The Railroad and the Art of Place, David Kahler’s New Book

My initial exposure to David’s project, The Railroad and the Art of Place, was his presentation at the Center for Railroad Photography & Art (CRPA) conference in 2015. The ideas he presented took me a few months to absorb, but once I made a connection to them, was moved to write a post on my initial impressions. During David’s presentation, he showed about a dozen images and I was left wanting more, always a good sign that the work resonates with me. So when the center announced that they were publishing a book on this project, I knew that I had to get it.

As I usually do when I first receive a photo-book, I sat down with it and went through the pages one at a time to absorb the content of the material and also to appreciate the book as a physical object. I love books and always pay attention to how they are laid out, structured and printed. On my first pass, I usually don’t read any of the intros or essays and generally skip the captions as well, as my first impression is visual based.

For those not familiar with David’s project, he photographed the Norfolk Southern Pocahontas Division in West Virginia over a series of week long visits in the mid ‘90s. Instead of being trackside and capturing the railroad from the typical railfan point of view, he photographed the context of the railroad including the many little hamlets and valleys that the line traversed. His viewpoint was of the railroad being one aspect of the environment … not isolated from it. By doing so, he included much that most railfans would frame out, but more interestingly, he captured a sense of place.

While we got a peak at the project in his presentation and subsequent article in Railroad Heritage, a book really allows the scope of this project to come out. It’s through a series of photographs and repetition that we get a sense of this place and after absorbing the images, I really feel like I have a sense of this region. Of course, this is David’s response to what he saw and felt, but not having been there myself, the project does a wonderful job capturing a place and time for me. It’s an interesting approach on a railroad subject as we still can feel that this is railroad photography, but also have a broader sense of what the railroad does and how it is integrated into the landscape and economy of the region. There are no strong “signature” images here that stand out on their own accord, but that wasn’t the intent of the project. It’s the capture of the mundane, the common and the everyday through image depth and consistency that tell this story. He’s taking us along on a journey and through it, we get a marvelous sense of place.

On my second pass through the book, I read the short introductory statement by David which helps one understand what he is trying to do with this body of work. Following this are a few pages of early photographs David took outside this project in Pennsylvania and New York in the 1950’s. They are meant to show David’s vision and how it has evolved, but are to me a distraction from this project. In his original presentation, this body of work was subtitled Norfolk Southern’s Machine in the Garden of West Virginia which narrowed the scope of this project and helped define it. It’s what the book is about and the early photos are filler that don’t fit the narrative of the project nor add to our understanding of it.

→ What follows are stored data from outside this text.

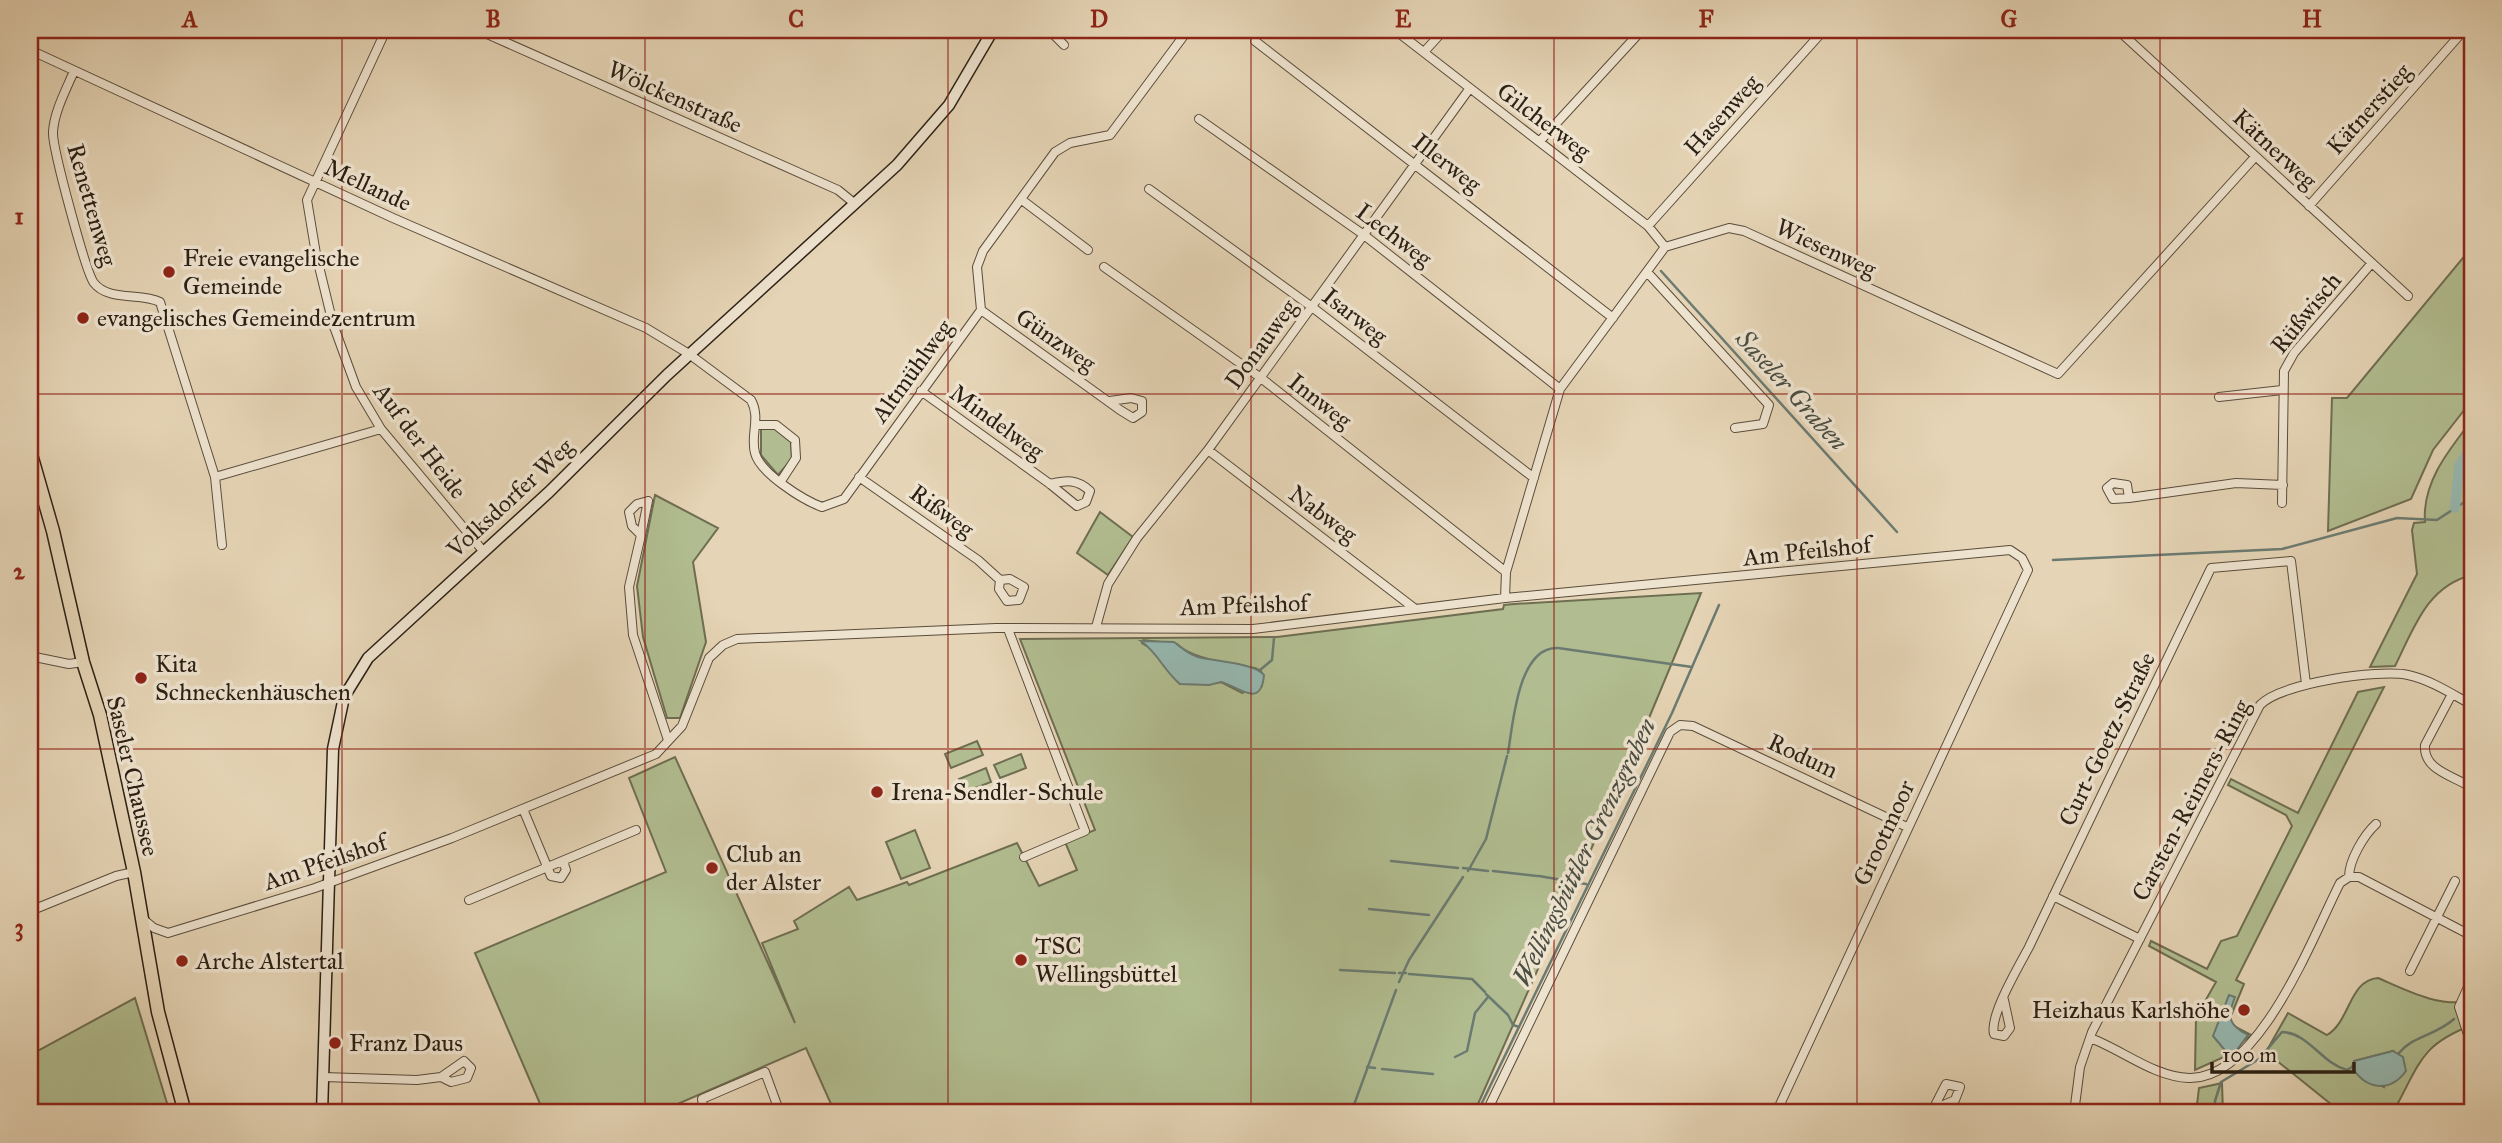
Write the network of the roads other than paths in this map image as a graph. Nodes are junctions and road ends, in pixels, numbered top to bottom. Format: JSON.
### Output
{"nodes":[{"id":1,"x":386,"y":30,"type":"edge"},
{"id":2,"x":478,"y":30,"type":"edge"},
{"id":3,"x":1049,"y":30,"type":"edge"},
{"id":4,"x":1188,"y":30,"type":"edge"},
{"id":5,"x":1395,"y":30,"type":"edge"},
{"id":6,"x":1444,"y":30,"type":"edge"},
{"id":7,"x":1642,"y":30,"type":"edge"},
{"id":8,"x":1824,"y":30,"type":"edge"},
{"id":9,"x":2118,"y":30,"type":"edge"},
{"id":10,"x":990,"y":31,"type":"edge"},
{"id":11,"x":2458,"y":37,"type":"dead end"},
{"id":12,"x":1255,"y":41,"type":"dead end"},
{"id":13,"x":1064,"y":45,"type":"dead end"},
{"id":14,"x":30,"y":50,"type":"edge"},
{"id":15,"x":1424,"y":52,"type":"junction"},
{"id":16,"x":74,"y":71,"type":"junction"},
{"id":17,"x":1470,"y":88,"type":"junction"},
{"id":18,"x":1199,"y":119,"type":"dead end"},
{"id":19,"x":1540,"y":141,"type":"junction"},
{"id":20,"x":2255,"y":157,"type":"junction"},
{"id":21,"x":1416,"y":163,"type":"junction"},
{"id":22,"x":317,"y":182,"type":"junction"},
{"id":23,"x":1149,"y":189,"type":"dead end"},
{"id":24,"x":1022,"y":200,"type":"junction"},
{"id":25,"x":854,"y":203,"type":"junction"},
{"id":26,"x":2309,"y":206,"type":"junction"},
{"id":27,"x":1648,"y":226,"type":"junction"},
{"id":28,"x":1364,"y":235,"type":"junction"},
{"id":29,"x":1665,"y":247,"type":"junction"},
{"id":30,"x":1088,"y":250,"type":"dead end"},
{"id":31,"x":2371,"y":264,"type":"junction"},
{"id":32,"x":1104,"y":267,"type":"dead end"},
{"id":33,"x":1647,"y":272,"type":"junction"},
{"id":34,"x":2408,"y":296,"type":"dead end"},
{"id":35,"x":1312,"y":307,"type":"junction"},
{"id":36,"x":981,"y":310,"type":"junction"},
{"id":37,"x":1613,"y":318,"type":"junction"},
{"id":38,"x":689,"y":355,"type":"junction"},
{"id":39,"x":1261,"y":378,"type":"junction"},
{"id":40,"x":1560,"y":389,"type":"junction"},
{"id":41,"x":2282,"y":390,"type":"junction"},
{"id":42,"x":921,"y":391,"type":"junction"},
{"id":43,"x":2219,"y":397,"type":"dead end"},
{"id":44,"x":1110,"y":401,"type":"dead end"},
{"id":45,"x":756,"y":425,"type":"junction"},
{"id":46,"x":1735,"y":428,"type":"dead end"},
{"id":47,"x":381,"y":429,"type":"junction"},
{"id":48,"x":1208,"y":450,"type":"junction"},
{"id":49,"x":30,"y":451,"type":"edge"},
{"id":50,"x":215,"y":477,"type":"junction"},
{"id":51,"x":859,"y":477,"type":"junction"},
{"id":52,"x":1534,"y":478,"type":"junction"},
{"id":53,"x":781,"y":481,"type":"junction"},
{"id":54,"x":1050,"y":484,"type":"junction"},
{"id":55,"x":2283,"y":485,"type":"junction"},
{"id":56,"x":2129,"y":498,"type":"dead end"},
{"id":57,"x":2282,"y":503,"type":"dead end"},
{"id":58,"x":641,"y":535,"type":"dead end"},
{"id":59,"x":222,"y":545,"type":"dead end"},
{"id":60,"x":484,"y":552,"type":"junction"},
{"id":61,"x":2028,"y":570,"type":"joint"},
{"id":62,"x":1506,"y":572,"type":"junction"},
{"id":63,"x":1000,"y":580,"type":"dead end"},
{"id":64,"x":1505,"y":598,"type":"junction"},
{"id":65,"x":1414,"y":608,"type":"junction"},
{"id":66,"x":1096,"y":627,"type":"junction"},
{"id":67,"x":1009,"y":629,"type":"junction"},
{"id":68,"x":30,"y":656,"type":"edge"},
{"id":69,"x":83,"y":662,"type":"junction"},
{"id":70,"x":2306,"y":684,"type":"junction"},
{"id":71,"x":2452,"y":694,"type":"junction"},
{"id":72,"x":2472,"y":705,"type":"edge"},
{"id":73,"x":668,"y":740,"type":"junction"},
{"id":74,"x":2472,"y":789,"type":"edge"},
{"id":75,"x":523,"y":809,"type":"junction"},
{"id":76,"x":2376,"y":824,"type":"dead end"},
{"id":77,"x":1908,"y":827,"type":"junction"},
{"id":78,"x":636,"y":830,"type":"dead end"},
{"id":79,"x":1024,"y":857,"type":"dead end"},
{"id":80,"x":563,"y":861,"type":"junction"},
{"id":81,"x":547,"y":867,"type":"junction"},
{"id":82,"x":134,"y":872,"type":"junction"},
{"id":83,"x":2349,"y":877,"type":"junction"},
{"id":84,"x":2455,"y":881,"type":"dead end"},
{"id":85,"x":329,"y":883,"type":"junction"},
{"id":86,"x":2053,"y":896,"type":"junction"},
{"id":87,"x":469,"y":900,"type":"dead end"},
{"id":88,"x":30,"y":911,"type":"edge"},
{"id":89,"x":141,"y":916,"type":"junction"},
{"id":90,"x":2436,"y":917,"type":"junction"},
{"id":91,"x":2472,"y":936,"type":"edge"},
{"id":92,"x":2140,"y":939,"type":"junction"},
{"id":93,"x":2410,"y":971,"type":"dead end"},
{"id":94,"x":2472,"y":978,"type":"edge"},
{"id":95,"x":2004,"y":1000,"type":"dead end"},
{"id":96,"x":2090,"y":1038,"type":"junction"},
{"id":97,"x":2472,"y":1047,"type":"edge"},
{"id":98,"x":323,"y":1077,"type":"junction"},
{"id":99,"x":440,"y":1077,"type":"dead end"},
{"id":100,"x":185,"y":1113,"type":"edge"},
{"id":101,"x":322,"y":1113,"type":"edge"},
{"id":102,"x":704,"y":1113,"type":"edge"},
{"id":103,"x":780,"y":1113,"type":"edge"},
{"id":104,"x":1486,"y":1113,"type":"edge"},
{"id":105,"x":1776,"y":1113,"type":"edge"},
{"id":106,"x":2074,"y":1113,"type":"edge"}],
"edges":[{"from":1,"to":22,"type":"street","name":"Auf der Heide"},
{"from":2,"to":25,"type":"street","name":"Wölckenstraße"},
{"from":3,"to":13,"type":"street"},
{"from":4,"to":24,"type":"street","name":"Altmühlweg"},
{"from":5,"to":15,"type":"street","name":"Gilcherweg"},
{"from":6,"to":15,"type":"street"},
{"from":7,"to":19,"type":"street"},
{"from":8,"to":27,"type":"street","name":"Hasenweg"},
{"from":9,"to":20,"type":"street","name":"Kätnerweg"},
{"from":10,"to":25,"type":"street","name":"Volksdorfer Weg"},
{"from":11,"to":26,"type":"street","name":"Kätnerstieg"},
{"from":12,"to":21,"type":"street","name":"Illerweg"},
{"from":14,"to":16,"type":"street","name":"Mellande"},
{"from":15,"to":17,"type":"street","name":"Gilcherweg"},
{"from":16,"to":22,"type":"street","name":"Mellande"},
{"from":16,"to":50,"type":"street","name":"Renettenweg"},
{"from":17,"to":19,"type":"street","name":"Gilcherweg"},
{"from":17,"to":21,"type":"street","name":"Donauweg"},
{"from":18,"to":28,"type":"street","name":"Lechweg"},
{"from":19,"to":27,"type":"street","name":"Gilcherweg"},
{"from":20,"to":26,"type":"street","name":"Kätnerweg"},
{"from":20,"to":29,"type":"street","name":"Wiesenweg"},
{"from":21,"to":28,"type":"street","name":"Donauweg"},
{"from":21,"to":37,"type":"street","name":"Illerweg"},
{"from":22,"to":38,"type":"street","name":"Mellande"},
{"from":22,"to":47,"type":"street","name":"Auf der Heide"},
{"from":23,"to":35,"type":"street","name":"Isarweg"},
{"from":24,"to":30,"type":"street"},
{"from":24,"to":36,"type":"street","name":"Altmühlweg"},
{"from":25,"to":38,"type":"street","name":"Volksdorfer Weg"},
{"from":26,"to":31,"type":"street","name":"Kätnerweg"},
{"from":27,"to":29,"type":"street","name":"Gilcherweg"},
{"from":28,"to":35,"type":"street","name":"Donauweg"},
{"from":28,"to":40,"type":"street","name":"Lechweg"},
{"from":29,"to":33,"type":"street"},
{"from":31,"to":34,"type":"street","name":"Kätnerweg"},
{"from":31,"to":41,"type":"street","name":"Rüßwisch"},
{"from":32,"to":39,"type":"street","name":"Innweg"},
{"from":33,"to":37,"type":"street"},
{"from":33,"to":46,"type":"street"},
{"from":35,"to":39,"type":"street","name":"Donauweg"},
{"from":35,"to":52,"type":"street","name":"Isarweg"},
{"from":36,"to":42,"type":"street","name":"Altmühlweg"},
{"from":36,"to":44,"type":"street","name":"Günzweg"},
{"from":37,"to":40,"type":"street"},
{"from":38,"to":45,"type":"street","name":"Altmühlweg"},
{"from":38,"to":60,"type":"street","name":"Volksdorfer Weg"},
{"from":39,"to":48,"type":"street","name":"Donauweg"},
{"from":39,"to":62,"type":"street","name":"Innweg"},
{"from":40,"to":52,"type":"street"},
{"from":41,"to":43,"type":"street","name":"Rüßwisch"},
{"from":41,"to":55,"type":"street","name":"Rüßwisch"},
{"from":42,"to":51,"type":"street","name":"Altmühlweg"},
{"from":42,"to":54,"type":"street","name":"Mindelweg"},
{"from":45,"to":53,"type":"street","name":"Altmühlweg"},
{"from":45,"to":53,"type":"street"},
{"from":47,"to":50,"type":"street"},
{"from":47,"to":60,"type":"street","name":"Auf der Heide"},
{"from":48,"to":65,"type":"street","name":"Nabweg"},
{"from":48,"to":66,"type":"street","name":"Donauweg"},
{"from":49,"to":69,"type":"main road","name":"Saseler Chaussee"},
{"from":50,"to":59,"type":"street","name":"Renettenweg"},
{"from":51,"to":53,"type":"street","name":"Altmühlweg"},
{"from":51,"to":63,"type":"street","name":"Rißweg"},
{"from":52,"to":62,"type":"street"},
{"from":54,"to":54,"type":"street","name":"Mindelweg"},
{"from":55,"to":56,"type":"street"},
{"from":55,"to":57,"type":"street","name":"Rüßwisch"},
{"from":58,"to":73,"type":"street"},
{"from":60,"to":85,"type":"street","name":"Volksdorfer Weg"},
{"from":61,"to":64,"type":"street","name":"Am Pfeilshof"},
{"from":61,"to":77,"type":"street","name":"Grootmoor"},
{"from":62,"to":64,"type":"street"},
{"from":64,"to":65,"type":"street","name":"Am Pfeilshof"},
{"from":65,"to":66,"type":"street","name":"Am Pfeilshof"},
{"from":66,"to":67,"type":"street","name":"Am Pfeilshof"},
{"from":67,"to":73,"type":"street","name":"Am Pfeilshof"},
{"from":67,"to":79,"type":"street"},
{"from":68,"to":69,"type":"street"},
{"from":69,"to":82,"type":"main road","name":"Saseler Chaussee"},
{"from":70,"to":71,"type":"street","name":"Carsten-Reimers-Ring"},
{"from":70,"to":86,"type":"street","name":"Curt-Goetz-Straße"},
{"from":70,"to":92,"type":"street","name":"Carsten-Reimers-Ring"},
{"from":71,"to":72,"type":"street","name":"Carsten-Reimers-Ring"},
{"from":71,"to":74,"type":"street"},
{"from":73,"to":75,"type":"street","name":"Am Pfeilshof"},
{"from":75,"to":81,"type":"street"},
{"from":75,"to":85,"type":"street","name":"Am Pfeilshof"},
{"from":76,"to":83,"type":"street"},
{"from":77,"to":104,"type":"street","name":"Rodum"},
{"from":77,"to":105,"type":"street","name":"Grootmoor"},
{"from":78,"to":80,"type":"street"},
{"from":80,"to":81,"type":"street"},
{"from":80,"to":81,"type":"street"},
{"from":81,"to":87,"type":"street"},
{"from":82,"to":88,"type":"street"},
{"from":82,"to":89,"type":"main road","name":"Saseler Chaussee"},
{"from":83,"to":90,"type":"street"},
{"from":83,"to":96,"type":"street"},
{"from":84,"to":90,"type":"street"},
{"from":85,"to":89,"type":"street","name":"Am Pfeilshof"},
{"from":85,"to":98,"type":"street","name":"Volksdorfer Weg"},
{"from":86,"to":92,"type":"street"},
{"from":86,"to":95,"type":"street","name":"Curt-Goetz-Straße"},
{"from":89,"to":100,"type":"main road","name":"Saseler Chaussee"},
{"from":90,"to":91,"type":"street"},
{"from":90,"to":93,"type":"street"},
{"from":92,"to":96,"type":"street","name":"Carsten-Reimers-Ring"},
{"from":94,"to":97,"type":"street"},
{"from":96,"to":106,"type":"street","name":"Carsten-Reimers-Ring"},
{"from":98,"to":99,"type":"street"},
{"from":98,"to":101,"type":"street","name":"Volksdorfer Weg"},
{"from":102,"to":103,"type":"street"}]}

The book ends with a couple of nice essays by CRPA board members Jeff Brouws and Scott Lothes, which are both informative and help place David’s work into the broader context of railroad photography. Image captions are also placed in the back of the book and list only place and date taken. Since the project is about a sense of place and discovering the significance in the mundane, detailed captions are not needed and would lead the viewer away from the intent of the project.

This project opened my eyes to a different way of interpreting the railroad landscape and I highly recommend this book. It has a few minor content flaws, but overall it’s a strong representation of David’s work that is nicely designed and produced. It belongs on the bookshelf of anyone looking to see what else railroad photography can be.


Featured Image:

Williamson, WV, February 1994                                                                                                                                 Photograph by David Kahler and courtesy of the Center for Railroad Photography & Art


  1. I too saw David’s presentation, read the magazine and now have the book.
    One of the aspects I count on the Center to do is to broaden my view. That is what Davids work did for me.
    By not doing the typical railfan shot, he forced me to think in different ways. While I do not expect to follow his style, I do plan to absorb new ideas about context and place.

    1. Eric Williams

      Thanks for the comment Dennis!

      David’s work is unique to him. It’s his subjective vision and interpretation of what he saw and felt. His project helped open my mind to doing the same!